**Records shown**

##########

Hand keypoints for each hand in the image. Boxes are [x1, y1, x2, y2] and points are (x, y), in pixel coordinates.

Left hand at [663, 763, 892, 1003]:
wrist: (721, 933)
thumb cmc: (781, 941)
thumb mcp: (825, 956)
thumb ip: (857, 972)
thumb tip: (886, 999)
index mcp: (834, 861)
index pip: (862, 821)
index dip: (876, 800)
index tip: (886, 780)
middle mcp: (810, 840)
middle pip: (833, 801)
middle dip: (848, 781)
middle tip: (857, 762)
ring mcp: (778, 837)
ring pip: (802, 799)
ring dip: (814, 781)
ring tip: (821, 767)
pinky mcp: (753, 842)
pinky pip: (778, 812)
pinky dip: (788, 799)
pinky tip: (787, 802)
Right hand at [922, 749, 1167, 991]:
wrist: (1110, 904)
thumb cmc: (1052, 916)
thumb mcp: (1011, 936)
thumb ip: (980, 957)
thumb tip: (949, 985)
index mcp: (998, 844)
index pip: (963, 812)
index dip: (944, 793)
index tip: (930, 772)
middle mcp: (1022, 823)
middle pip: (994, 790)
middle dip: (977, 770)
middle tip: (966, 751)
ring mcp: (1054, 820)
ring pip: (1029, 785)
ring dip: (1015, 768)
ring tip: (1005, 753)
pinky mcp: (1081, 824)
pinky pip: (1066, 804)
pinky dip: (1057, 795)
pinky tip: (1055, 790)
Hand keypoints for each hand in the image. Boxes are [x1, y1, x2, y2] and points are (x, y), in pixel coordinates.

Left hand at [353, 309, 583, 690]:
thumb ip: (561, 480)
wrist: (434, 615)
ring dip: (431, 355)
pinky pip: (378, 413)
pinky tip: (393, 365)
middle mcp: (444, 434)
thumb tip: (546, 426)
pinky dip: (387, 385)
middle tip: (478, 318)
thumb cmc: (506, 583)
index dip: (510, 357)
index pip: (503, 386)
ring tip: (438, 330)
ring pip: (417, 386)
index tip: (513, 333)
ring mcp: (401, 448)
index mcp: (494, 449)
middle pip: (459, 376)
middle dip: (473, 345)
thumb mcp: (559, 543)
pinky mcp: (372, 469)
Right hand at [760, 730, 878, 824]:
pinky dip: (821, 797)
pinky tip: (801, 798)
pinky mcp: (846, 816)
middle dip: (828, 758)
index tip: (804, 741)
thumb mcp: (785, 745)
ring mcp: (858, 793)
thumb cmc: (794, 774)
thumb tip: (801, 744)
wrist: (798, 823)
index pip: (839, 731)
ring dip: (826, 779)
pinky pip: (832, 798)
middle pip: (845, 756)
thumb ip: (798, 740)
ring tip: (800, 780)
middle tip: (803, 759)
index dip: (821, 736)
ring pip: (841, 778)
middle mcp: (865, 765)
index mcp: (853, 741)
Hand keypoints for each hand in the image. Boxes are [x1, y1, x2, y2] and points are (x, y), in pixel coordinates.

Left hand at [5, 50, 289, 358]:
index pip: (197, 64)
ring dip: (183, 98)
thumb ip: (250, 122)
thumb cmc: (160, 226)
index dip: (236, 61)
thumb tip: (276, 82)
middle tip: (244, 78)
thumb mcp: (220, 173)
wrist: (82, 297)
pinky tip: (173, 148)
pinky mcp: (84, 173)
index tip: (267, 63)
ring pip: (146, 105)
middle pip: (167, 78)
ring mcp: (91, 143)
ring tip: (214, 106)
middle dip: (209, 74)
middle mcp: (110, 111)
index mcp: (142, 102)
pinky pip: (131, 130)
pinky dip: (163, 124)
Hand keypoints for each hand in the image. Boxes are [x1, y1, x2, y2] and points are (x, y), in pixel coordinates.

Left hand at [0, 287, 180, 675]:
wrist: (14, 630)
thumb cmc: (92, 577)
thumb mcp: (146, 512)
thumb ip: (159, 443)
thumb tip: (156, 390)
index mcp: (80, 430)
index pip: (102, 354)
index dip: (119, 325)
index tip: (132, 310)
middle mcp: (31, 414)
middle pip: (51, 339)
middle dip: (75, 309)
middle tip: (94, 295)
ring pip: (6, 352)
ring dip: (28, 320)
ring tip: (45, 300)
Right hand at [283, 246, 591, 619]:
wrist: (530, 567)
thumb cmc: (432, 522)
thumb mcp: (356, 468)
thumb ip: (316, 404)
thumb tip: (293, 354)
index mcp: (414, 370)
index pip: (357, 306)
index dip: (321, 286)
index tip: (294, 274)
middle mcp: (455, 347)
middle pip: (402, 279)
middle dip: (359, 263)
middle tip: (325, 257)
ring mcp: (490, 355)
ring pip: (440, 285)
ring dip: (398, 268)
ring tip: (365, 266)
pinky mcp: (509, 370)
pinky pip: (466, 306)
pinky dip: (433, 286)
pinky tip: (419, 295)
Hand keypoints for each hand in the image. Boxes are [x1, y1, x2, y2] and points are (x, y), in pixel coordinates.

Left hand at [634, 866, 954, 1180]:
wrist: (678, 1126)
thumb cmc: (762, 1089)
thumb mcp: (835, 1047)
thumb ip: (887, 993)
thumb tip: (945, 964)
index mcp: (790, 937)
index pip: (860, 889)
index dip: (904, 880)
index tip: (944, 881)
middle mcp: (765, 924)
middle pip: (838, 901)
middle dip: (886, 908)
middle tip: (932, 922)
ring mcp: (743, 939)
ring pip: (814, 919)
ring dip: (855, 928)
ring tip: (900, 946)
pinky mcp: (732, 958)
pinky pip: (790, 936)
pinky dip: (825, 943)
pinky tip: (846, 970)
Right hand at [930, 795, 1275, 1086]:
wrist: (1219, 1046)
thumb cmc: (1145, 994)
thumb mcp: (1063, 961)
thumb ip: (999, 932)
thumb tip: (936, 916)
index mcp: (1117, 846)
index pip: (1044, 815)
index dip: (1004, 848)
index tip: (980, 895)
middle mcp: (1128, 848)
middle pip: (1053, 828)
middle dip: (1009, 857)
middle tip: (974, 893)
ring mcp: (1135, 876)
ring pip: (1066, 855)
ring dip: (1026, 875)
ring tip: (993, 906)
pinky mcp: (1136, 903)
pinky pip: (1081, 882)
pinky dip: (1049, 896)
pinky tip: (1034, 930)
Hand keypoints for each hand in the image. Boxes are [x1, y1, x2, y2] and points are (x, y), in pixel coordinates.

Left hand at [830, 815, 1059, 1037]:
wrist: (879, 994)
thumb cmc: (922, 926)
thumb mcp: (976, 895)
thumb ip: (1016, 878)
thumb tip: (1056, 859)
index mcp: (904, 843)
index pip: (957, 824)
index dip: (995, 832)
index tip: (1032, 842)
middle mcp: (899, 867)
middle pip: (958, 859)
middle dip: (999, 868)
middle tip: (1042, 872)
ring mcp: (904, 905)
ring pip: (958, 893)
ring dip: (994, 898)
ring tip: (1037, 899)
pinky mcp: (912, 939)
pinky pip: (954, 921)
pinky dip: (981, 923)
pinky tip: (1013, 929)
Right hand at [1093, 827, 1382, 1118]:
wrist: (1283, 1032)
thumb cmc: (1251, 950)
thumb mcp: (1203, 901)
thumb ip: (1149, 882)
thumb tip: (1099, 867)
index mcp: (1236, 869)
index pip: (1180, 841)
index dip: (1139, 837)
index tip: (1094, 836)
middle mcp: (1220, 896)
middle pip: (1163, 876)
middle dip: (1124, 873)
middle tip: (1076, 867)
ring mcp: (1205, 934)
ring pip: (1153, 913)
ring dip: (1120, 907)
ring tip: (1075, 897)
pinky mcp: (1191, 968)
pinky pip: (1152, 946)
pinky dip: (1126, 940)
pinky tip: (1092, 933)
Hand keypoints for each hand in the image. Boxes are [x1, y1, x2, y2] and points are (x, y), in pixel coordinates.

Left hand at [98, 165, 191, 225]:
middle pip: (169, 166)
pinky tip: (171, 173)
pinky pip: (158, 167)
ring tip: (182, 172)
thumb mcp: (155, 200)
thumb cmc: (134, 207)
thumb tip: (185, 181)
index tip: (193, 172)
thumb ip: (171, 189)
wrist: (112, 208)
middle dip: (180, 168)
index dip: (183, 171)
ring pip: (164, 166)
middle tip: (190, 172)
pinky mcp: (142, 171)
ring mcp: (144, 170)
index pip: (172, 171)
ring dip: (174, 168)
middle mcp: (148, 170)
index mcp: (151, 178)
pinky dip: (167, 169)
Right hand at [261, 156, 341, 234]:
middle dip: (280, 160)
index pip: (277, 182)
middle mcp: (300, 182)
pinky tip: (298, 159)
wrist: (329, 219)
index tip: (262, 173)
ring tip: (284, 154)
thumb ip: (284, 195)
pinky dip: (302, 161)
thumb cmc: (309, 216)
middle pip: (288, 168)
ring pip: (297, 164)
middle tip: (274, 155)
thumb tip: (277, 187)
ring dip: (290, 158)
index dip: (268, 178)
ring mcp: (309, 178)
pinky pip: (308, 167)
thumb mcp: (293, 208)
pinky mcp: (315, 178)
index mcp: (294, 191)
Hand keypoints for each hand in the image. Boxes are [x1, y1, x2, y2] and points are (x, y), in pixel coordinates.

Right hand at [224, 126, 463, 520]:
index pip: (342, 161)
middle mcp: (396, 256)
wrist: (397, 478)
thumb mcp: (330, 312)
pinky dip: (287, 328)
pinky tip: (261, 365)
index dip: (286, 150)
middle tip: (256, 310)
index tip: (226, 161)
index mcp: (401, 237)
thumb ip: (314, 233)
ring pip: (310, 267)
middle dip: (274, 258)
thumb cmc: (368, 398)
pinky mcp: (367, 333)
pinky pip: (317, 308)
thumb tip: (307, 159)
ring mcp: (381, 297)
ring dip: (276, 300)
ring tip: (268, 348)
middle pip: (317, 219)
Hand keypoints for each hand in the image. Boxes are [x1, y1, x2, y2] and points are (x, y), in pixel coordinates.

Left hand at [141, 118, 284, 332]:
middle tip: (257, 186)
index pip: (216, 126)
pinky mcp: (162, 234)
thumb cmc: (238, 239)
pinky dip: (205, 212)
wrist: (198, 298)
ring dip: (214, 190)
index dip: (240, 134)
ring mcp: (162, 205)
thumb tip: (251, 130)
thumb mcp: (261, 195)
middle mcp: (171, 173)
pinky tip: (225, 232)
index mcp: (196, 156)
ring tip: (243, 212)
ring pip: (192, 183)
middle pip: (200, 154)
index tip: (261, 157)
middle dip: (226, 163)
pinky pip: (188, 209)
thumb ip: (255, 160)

##########

**Task objective**
Reproduce each line of the material that mentions "Right".

**Answer for this exercise**
Right hand at [922, 749, 1167, 991]:
Right hand at [760, 730, 878, 824]:
Right hand at [283, 246, 591, 619]:
Right hand at [930, 795, 1275, 1086]:
Right hand at [1093, 827, 1382, 1118]:
Right hand at [261, 156, 341, 234]:
Right hand at [224, 126, 463, 520]:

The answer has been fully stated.